_EXERCISE DIRECTIONS:_ Each line below should be set down again unchanged.

───

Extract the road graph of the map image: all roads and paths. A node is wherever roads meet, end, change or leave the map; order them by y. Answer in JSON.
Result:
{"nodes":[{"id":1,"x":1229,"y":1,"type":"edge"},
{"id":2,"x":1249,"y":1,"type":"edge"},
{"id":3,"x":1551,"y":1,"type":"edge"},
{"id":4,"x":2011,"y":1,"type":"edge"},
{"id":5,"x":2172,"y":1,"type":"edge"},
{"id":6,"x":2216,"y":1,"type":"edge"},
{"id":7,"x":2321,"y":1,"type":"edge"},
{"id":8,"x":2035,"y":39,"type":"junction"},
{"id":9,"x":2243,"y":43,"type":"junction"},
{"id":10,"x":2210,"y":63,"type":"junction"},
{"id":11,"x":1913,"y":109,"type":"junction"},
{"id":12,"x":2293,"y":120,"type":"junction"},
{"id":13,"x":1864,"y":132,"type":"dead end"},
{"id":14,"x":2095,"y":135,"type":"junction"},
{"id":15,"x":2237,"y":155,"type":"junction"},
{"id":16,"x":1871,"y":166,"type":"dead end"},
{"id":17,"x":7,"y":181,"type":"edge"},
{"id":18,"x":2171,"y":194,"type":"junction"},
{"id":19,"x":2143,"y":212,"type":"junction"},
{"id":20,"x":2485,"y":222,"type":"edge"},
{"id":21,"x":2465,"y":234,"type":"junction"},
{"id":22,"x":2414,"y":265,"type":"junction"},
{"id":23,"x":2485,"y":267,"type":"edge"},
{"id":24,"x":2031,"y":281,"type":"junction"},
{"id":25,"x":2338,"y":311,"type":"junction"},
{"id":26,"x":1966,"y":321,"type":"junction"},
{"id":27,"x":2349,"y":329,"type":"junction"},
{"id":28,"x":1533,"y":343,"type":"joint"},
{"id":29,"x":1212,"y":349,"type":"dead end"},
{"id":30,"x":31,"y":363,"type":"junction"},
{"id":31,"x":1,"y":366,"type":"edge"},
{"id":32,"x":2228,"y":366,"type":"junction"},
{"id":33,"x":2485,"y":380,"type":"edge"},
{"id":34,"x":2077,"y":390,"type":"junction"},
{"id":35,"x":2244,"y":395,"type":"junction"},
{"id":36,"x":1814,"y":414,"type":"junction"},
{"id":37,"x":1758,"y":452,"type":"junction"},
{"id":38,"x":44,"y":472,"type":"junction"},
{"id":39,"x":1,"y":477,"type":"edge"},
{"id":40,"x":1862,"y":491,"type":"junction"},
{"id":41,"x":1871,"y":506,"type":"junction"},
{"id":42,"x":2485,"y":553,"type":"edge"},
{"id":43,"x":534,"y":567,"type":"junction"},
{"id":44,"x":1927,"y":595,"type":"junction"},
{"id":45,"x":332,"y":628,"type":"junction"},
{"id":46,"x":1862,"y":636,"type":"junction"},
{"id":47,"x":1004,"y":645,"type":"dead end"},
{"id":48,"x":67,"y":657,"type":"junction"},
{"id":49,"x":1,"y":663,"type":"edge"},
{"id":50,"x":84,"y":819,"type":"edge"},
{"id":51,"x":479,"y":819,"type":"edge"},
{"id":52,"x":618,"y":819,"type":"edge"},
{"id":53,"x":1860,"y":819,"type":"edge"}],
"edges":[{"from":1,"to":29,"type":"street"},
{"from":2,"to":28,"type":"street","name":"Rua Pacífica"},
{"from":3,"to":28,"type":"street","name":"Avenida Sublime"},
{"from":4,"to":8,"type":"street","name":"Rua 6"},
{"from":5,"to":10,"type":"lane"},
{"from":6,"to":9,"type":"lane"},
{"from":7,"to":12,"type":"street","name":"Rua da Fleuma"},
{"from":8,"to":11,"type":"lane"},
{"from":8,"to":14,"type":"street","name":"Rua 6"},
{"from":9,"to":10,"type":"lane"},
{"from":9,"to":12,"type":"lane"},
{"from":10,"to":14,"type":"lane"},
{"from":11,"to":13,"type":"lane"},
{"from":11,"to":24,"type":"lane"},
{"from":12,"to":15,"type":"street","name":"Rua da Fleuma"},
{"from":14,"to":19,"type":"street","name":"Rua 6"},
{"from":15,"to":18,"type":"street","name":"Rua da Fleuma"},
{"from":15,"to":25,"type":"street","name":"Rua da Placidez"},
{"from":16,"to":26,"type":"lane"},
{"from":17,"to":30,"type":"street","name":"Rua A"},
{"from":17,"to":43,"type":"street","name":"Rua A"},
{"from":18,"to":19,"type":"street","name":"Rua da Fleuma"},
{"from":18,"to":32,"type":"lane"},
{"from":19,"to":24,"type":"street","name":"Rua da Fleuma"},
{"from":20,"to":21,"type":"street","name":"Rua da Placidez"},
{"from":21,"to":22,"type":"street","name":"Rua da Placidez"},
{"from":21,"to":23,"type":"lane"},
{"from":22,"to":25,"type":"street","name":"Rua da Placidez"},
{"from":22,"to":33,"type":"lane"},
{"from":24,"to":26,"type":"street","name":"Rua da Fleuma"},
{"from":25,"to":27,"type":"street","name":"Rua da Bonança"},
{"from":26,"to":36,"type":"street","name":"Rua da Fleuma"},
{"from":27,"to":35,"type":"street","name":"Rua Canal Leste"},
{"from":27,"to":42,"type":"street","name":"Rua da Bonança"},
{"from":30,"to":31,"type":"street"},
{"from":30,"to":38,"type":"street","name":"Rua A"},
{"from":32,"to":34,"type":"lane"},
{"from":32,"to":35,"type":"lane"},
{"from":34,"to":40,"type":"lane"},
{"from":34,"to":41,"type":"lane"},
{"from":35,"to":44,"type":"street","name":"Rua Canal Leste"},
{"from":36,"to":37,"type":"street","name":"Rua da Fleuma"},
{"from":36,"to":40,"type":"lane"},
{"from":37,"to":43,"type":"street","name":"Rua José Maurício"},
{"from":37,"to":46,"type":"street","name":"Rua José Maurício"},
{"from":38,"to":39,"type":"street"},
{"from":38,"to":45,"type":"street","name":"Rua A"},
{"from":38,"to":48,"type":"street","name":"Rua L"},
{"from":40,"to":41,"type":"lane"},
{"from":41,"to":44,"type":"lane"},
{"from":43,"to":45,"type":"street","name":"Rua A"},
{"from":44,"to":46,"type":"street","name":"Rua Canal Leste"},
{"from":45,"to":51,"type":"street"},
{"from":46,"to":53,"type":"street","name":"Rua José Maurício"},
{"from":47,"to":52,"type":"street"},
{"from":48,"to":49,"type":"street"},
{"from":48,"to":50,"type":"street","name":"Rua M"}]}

───

_SOLUTION FOR THIS PROBLEM:_
Extract the road graph of the map image: all roads and paths. A node is wherever roads meet, end, change or leave the map; order them by y. Answer in JSON.
Result:
{"nodes":[{"id":1,"x":1229,"y":1,"type":"edge"},
{"id":2,"x":1249,"y":1,"type":"edge"},
{"id":3,"x":1551,"y":1,"type":"edge"},
{"id":4,"x":2011,"y":1,"type":"edge"},
{"id":5,"x":2172,"y":1,"type":"edge"},
{"id":6,"x":2216,"y":1,"type":"edge"},
{"id":7,"x":2321,"y":1,"type":"edge"},
{"id":8,"x":2035,"y":39,"type":"junction"},
{"id":9,"x":2243,"y":43,"type":"junction"},
{"id":10,"x":2210,"y":63,"type":"junction"},
{"id":11,"x":1913,"y":109,"type":"junction"},
{"id":12,"x":2293,"y":120,"type":"junction"},
{"id":13,"x":1864,"y":132,"type":"dead end"},
{"id":14,"x":2095,"y":135,"type":"junction"},
{"id":15,"x":2237,"y":155,"type":"junction"},
{"id":16,"x":1871,"y":166,"type":"dead end"},
{"id":17,"x":7,"y":181,"type":"edge"},
{"id":18,"x":2171,"y":194,"type":"junction"},
{"id":19,"x":2143,"y":212,"type":"junction"},
{"id":20,"x":2485,"y":222,"type":"edge"},
{"id":21,"x":2465,"y":234,"type":"junction"},
{"id":22,"x":2414,"y":265,"type":"junction"},
{"id":23,"x":2485,"y":267,"type":"edge"},
{"id":24,"x":2031,"y":281,"type":"junction"},
{"id":25,"x":2338,"y":311,"type":"junction"},
{"id":26,"x":1966,"y":321,"type":"junction"},
{"id":27,"x":2349,"y":329,"type":"junction"},
{"id":28,"x":1533,"y":343,"type":"joint"},
{"id":29,"x":1212,"y":349,"type":"dead end"},
{"id":30,"x":31,"y":363,"type":"junction"},
{"id":31,"x":1,"y":366,"type":"edge"},
{"id":32,"x":2228,"y":366,"type":"junction"},
{"id":33,"x":2485,"y":380,"type":"edge"},
{"id":34,"x":2077,"y":390,"type":"junction"},
{"id":35,"x":2244,"y":395,"type":"junction"},
{"id":36,"x":1814,"y":414,"type":"junction"},
{"id":37,"x":1758,"y":452,"type":"junction"},
{"id":38,"x":44,"y":472,"type":"junction"},
{"id":39,"x":1,"y":477,"type":"edge"},
{"id":40,"x":1862,"y":491,"type":"junction"},
{"id":41,"x":1871,"y":506,"type":"junction"},
{"id":42,"x":2485,"y":553,"type":"edge"},
{"id":43,"x":534,"y":567,"type":"junction"},
{"id":44,"x":1927,"y":595,"type":"junction"},
{"id":45,"x":332,"y":628,"type":"junction"},
{"id":46,"x":1862,"y":636,"type":"junction"},
{"id":47,"x":1004,"y":645,"type":"dead end"},
{"id":48,"x":67,"y":657,"type":"junction"},
{"id":49,"x":1,"y":663,"type":"edge"},
{"id":50,"x":84,"y":819,"type":"edge"},
{"id":51,"x":479,"y":819,"type":"edge"},
{"id":52,"x":618,"y":819,"type":"edge"},
{"id":53,"x":1860,"y":819,"type":"edge"}],
"edges":[{"from":1,"to":29,"type":"street"},
{"from":2,"to":28,"type":"street","name":"Rua Pacífica"},
{"from":3,"to":28,"type":"street","name":"Avenida Sublime"},
{"from":4,"to":8,"type":"street","name":"Rua 6"},
{"from":5,"to":10,"type":"lane"},
{"from":6,"to":9,"type":"lane"},
{"from":7,"to":12,"type":"street","name":"Rua da Fleuma"},
{"from":8,"to":11,"type":"lane"},
{"from":8,"to":14,"type":"street","name":"Rua 6"},
{"from":9,"to":10,"type":"lane"},
{"from":9,"to":12,"type":"lane"},
{"from":10,"to":14,"type":"lane"},
{"from":11,"to":13,"type":"lane"},
{"from":11,"to":24,"type":"lane"},
{"from":12,"to":15,"type":"street","name":"Rua da Fleuma"},
{"from":14,"to":19,"type":"street","name":"Rua 6"},
{"from":15,"to":18,"type":"street","name":"Rua da Fleuma"},
{"from":15,"to":25,"type":"street","name":"Rua da Placidez"},
{"from":16,"to":26,"type":"lane"},
{"from":17,"to":30,"type":"street","name":"Rua A"},
{"from":17,"to":43,"type":"street","name":"Rua A"},
{"from":18,"to":19,"type":"street","name":"Rua da Fleuma"},
{"from":18,"to":32,"type":"lane"},
{"from":19,"to":24,"type":"street","name":"Rua da Fleuma"},
{"from":20,"to":21,"type":"street","name":"Rua da Placidez"},
{"from":21,"to":22,"type":"street","name":"Rua da Placidez"},
{"from":21,"to":23,"type":"lane"},
{"from":22,"to":25,"type":"street","name":"Rua da Placidez"},
{"from":22,"to":33,"type":"lane"},
{"from":24,"to":26,"type":"street","name":"Rua da Fleuma"},
{"from":25,"to":27,"type":"street","name":"Rua da Bonança"},
{"from":26,"to":36,"type":"street","name":"Rua da Fleuma"},
{"from":27,"to":35,"type":"street","name":"Rua Canal Leste"},
{"from":27,"to":42,"type":"street","name":"Rua da Bonança"},
{"from":30,"to":31,"type":"street"},
{"from":30,"to":38,"type":"street","name":"Rua A"},
{"from":32,"to":34,"type":"lane"},
{"from":32,"to":35,"type":"lane"},
{"from":34,"to":40,"type":"lane"},
{"from":34,"to":41,"type":"lane"},
{"from":35,"to":44,"type":"street","name":"Rua Canal Leste"},
{"from":36,"to":37,"type":"street","name":"Rua da Fleuma"},
{"from":36,"to":40,"type":"lane"},
{"from":37,"to":43,"type":"street","name":"Rua José Maurício"},
{"from":37,"to":46,"type":"street","name":"Rua José Maurício"},
{"from":38,"to":39,"type":"street"},
{"from":38,"to":45,"type":"street","name":"Rua A"},
{"from":38,"to":48,"type":"street","name":"Rua L"},
{"from":40,"to":41,"type":"lane"},
{"from":41,"to":44,"type":"lane"},
{"from":43,"to":45,"type":"street","name":"Rua A"},
{"from":44,"to":46,"type":"street","name":"Rua Canal Leste"},
{"from":45,"to":51,"type":"street"},
{"from":46,"to":53,"type":"street","name":"Rua José Maurício"},
{"from":47,"to":52,"type":"street"},
{"from":48,"to":49,"type":"street"},
{"from":48,"to":50,"type":"street","name":"Rua M"}]}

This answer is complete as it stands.